Miedo en Los Andes

Columna publicada el 14 de octubre de 2015 en El Espectador.

Hace poco supimos de amenazas en la red social Grindr contra activistas LGBT y estudiantes de la Universidad de los Andes.

Desde que la denuncia se hizo pública se ha sabido de, al menos, 22 casos de amenazas con las mismas características contra estudiantes uniandinos. Grindr es una red social creada especialmente para que hombres homosexuales puedan conocerse y encontrarse, con fines que van desde la amistad hasta los encuentros sexuales. En el perfil de cada persona aparecen su nombre (que puede ser seudónimo), edad, peso, estatura, y algunas fotos. Grindr fue la primera aplicación móvil en usar la geolocalización para facilitar estos encuentros y es la precursora de la popular red Tinder, usada mayoritaria —aunque no exclusivamente— por heterosexuales.

El 28 de agosto, cuando el defensor de derechos humanos y activista Sebastián Lanz Sánchez estaba en los alrededores de la universidad, recibió un primer mensaje: “Loca, drogadicta, afeminada”. Según la aplicación, el agresor estaba a pocos metros. Dos días después las agresiones escalaron a amenazas de desfigurarle la cara con ácido, a él y a su hermano Alejandro, también defensor de derechos humanos. Alejandro cuenta que recibió amenazas parecidas hace un año, a través de la misma red y con el mismo lenguaje. En las amenazas previas el agresor declaraba que era “un man de clóset uniandino”. Esta situación es especialmente preocupante dado que los ácidos corrosivos no tienen venta regulada en el país. Por eso, incluso si el agresor no planea cumplir con sus amenazas, obliga a toda la comunidad LGBT de la universidad a asistir a clases con miedo, entorpeciendo su acceso al derecho a la educación.

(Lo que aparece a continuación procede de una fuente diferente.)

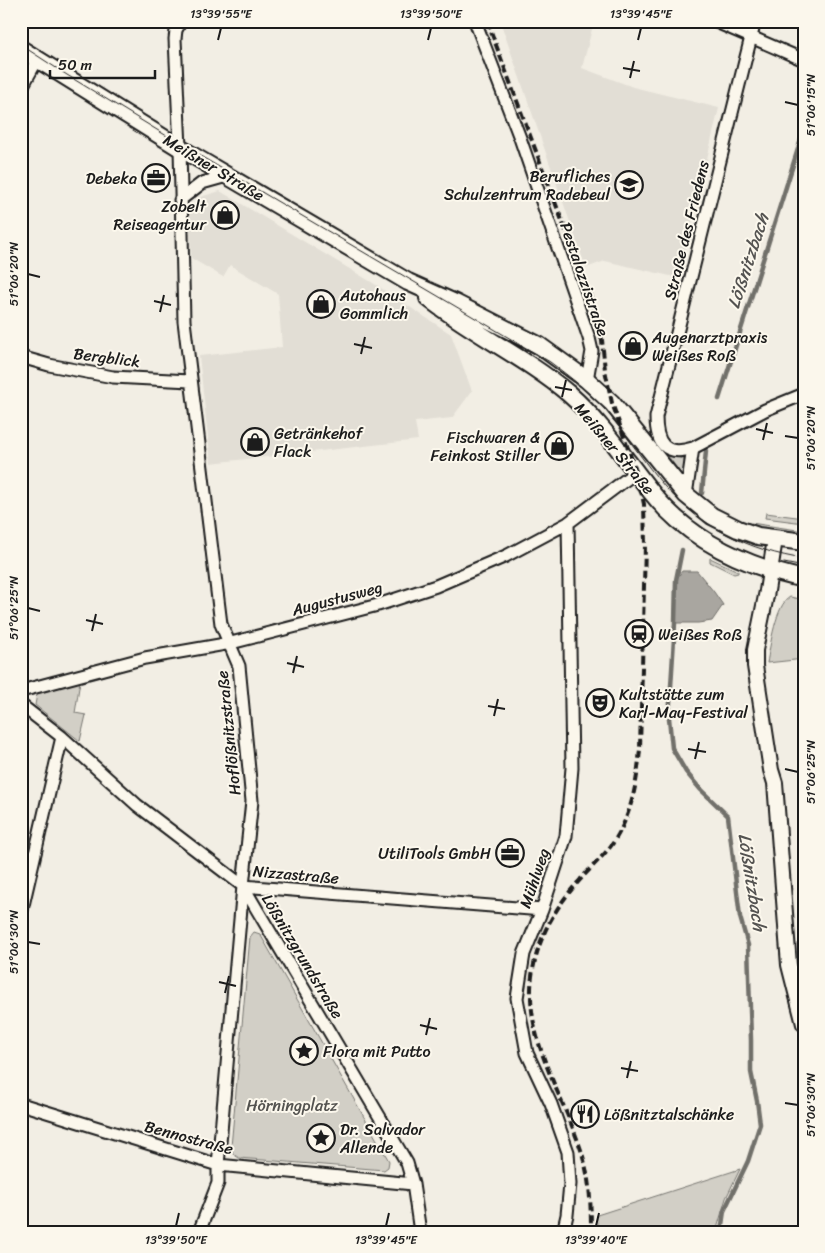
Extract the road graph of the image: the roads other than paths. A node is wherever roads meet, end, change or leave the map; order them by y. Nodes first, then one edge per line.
1 (181, 21) edge
2 (475, 21) edge
3 (714, 21) edge
4 (756, 21) edge
5 (752, 37) junction
6 (21, 49) edge
7 (37, 60) junction
8 (804, 60) edge
9 (21, 89) edge
10 (180, 148) junction
11 (227, 176) junction
12 (180, 200) junction
13 (408, 282) junction
14 (21, 357) edge
15 (587, 380) junction
16 (190, 381) junction
17 (804, 394) edge
18 (693, 448) junction
19 (636, 472) junction
20 (686, 495) junction
21 (568, 523) junction
22 (775, 539) junction
23 (804, 542) edge
24 (770, 570) junction
25 (804, 580) edge
26 (231, 643) junction
27 (21, 691) edge
28 (21, 705) edge
29 (62, 737) junction
30 (243, 886) junction
31 (542, 910) junction
32 (21, 914) edge
33 (804, 1024) edge
34 (21, 1104) edge
35 (218, 1165) junction
36 (413, 1184) junction
37 (199, 1232) edge
38 (420, 1232) edge
39 (563, 1232) edge

1 - 10 street, Hoflößnitzstraße
2 - 15 street, Pestalozzistraße
3 - 5 street
4 - 5 street, Straße des Friedens
5 - 8 street
5 - 18 street, Straße des Friedens
6 - 7 main road, Meißner Straße
7 - 9 street
7 - 10 main road, Meißner Straße
10 - 11 main road, Meißner Straße
10 - 12 street, Hoflößnitzstraße
11 - 12 street
11 - 13 main road, Meißner Straße
12 - 16 street, Hoflößnitzstraße
13 - 15 main road, Meißner Straße
13 - 19 main road, Meißner Straße
14 - 16 street, Bergblick
15 - 20 main road, Meißner Straße
16 - 26 street, Hoflößnitzstraße
17 - 18 street
18 - 20 street
19 - 21 street, Augustusweg
19 - 24 main road, Meißner Straße
20 - 22 main road, Meißner Straße
21 - 26 street, Augustusweg
21 - 31 street, Mühlweg
22 - 23 main road, Meißner Straße
22 - 24 street
24 - 25 main road, Meißner Straße
24 - 33 street
26 - 27 street, Augustusweg
26 - 30 street, Hoflößnitzstraße
28 - 29 street, Nizzastraße
29 - 30 street, Nizzastraße
29 - 32 street
30 - 31 street, Nizzastraße
30 - 35 street, Hoflößnitzstraße
30 - 36 street, Lößnitzgrundstraße
31 - 39 street, Mühlweg
34 - 35 street, Bennostraße
35 - 36 street, Bennostraße
35 - 37 street, Hoflößnitzstraße
36 - 38 street, Lößnitzgrundstraße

Sin embargo, ante la denuncias de los hermanos Lanz, la universidad contestó que “las amenazas no se llevaron a cabo en la Universidad de los Andes” y que, como ocurrieron en un medio que “no es institucional”, la universidad no puede hacer nada. Según el artículo 120 del reglamento de la universidad, para que la institución sea competente en lo disciplinario los hechos deben ocurrir dentro de sus instalaciones y, en el momento de la falta disciplinaria, la persona debe tener la calidad de estudiante. Sin duda, la universidad no puede abrir una investigación contra un agresor indeterminado, y encontrar su identidad corresponde a la Fiscalía, pero la universidad no puede pretender que estas amenazas le son ajenas. Con su desafortunada respuesta, lo que están diciendo es que si agreden, violan o atacan a un estudiante de la comunidad uniandina por fuera del perímetro de la universidad, la institución puede lavarse las manos. Además, la respuesta parece asumir el trazado de este perímetro de la manera más anticuada, pues no incluye los espacios digitales, que no por ser “virtuales” son menos reales. Dados los estrictos (y exagerados) controles que tiene la universidad para el ingreso a sus instalaciones, es altamente probable que el agresor haga parte activa de su comunidad y esto es un indicador de un serio problema de homofobia en la Universidad de los Andes. Varios profesores de la universidad circularon una carta rechazando las amenazas (y ésta fue firmada incluso por el rector y la ombudsperson de la universidad, Margarita Gómez, quien emitió la lastimosa respuesta de la institución), y hasta se envió una carta a El Espectador (parece que la universidad está más preocupada por el escándalo), pero a la fecha no hay una respuesta institucional satisfactoria.

Ya en Egipto, el año pasado, y en México, este año, se conocieron casos de amenazas como estas a través de la misma red, es decir: este ataque a los espacios de interacción seguros que tiene la comunidad gay, históricamente perseguida, se está replicando alrededor del mundo. Una universidad como Los Andes, que se ufana de ser de las más avanzadas de Latinoamérica, tiene que crear políticas para investigar y prevenir acoso y amenazas dentro de su comunidad en espacios digitales. Más cuando este tipo de amenazas están caracterizadas dentro de cuadros de homofobia y van en contra de defensores de derechos humanos e incluyen discursos de odio, lo que las convierte en una violación grave a los derechos humanos. La violencia, digital, verbal o física, sigue siendo violencia, y no puede ser que una universidad tan prestigiosa se desentienda de estas amenazas; es inadmisible que un sector de sus alumnos tenga miedo de ir a estudiar.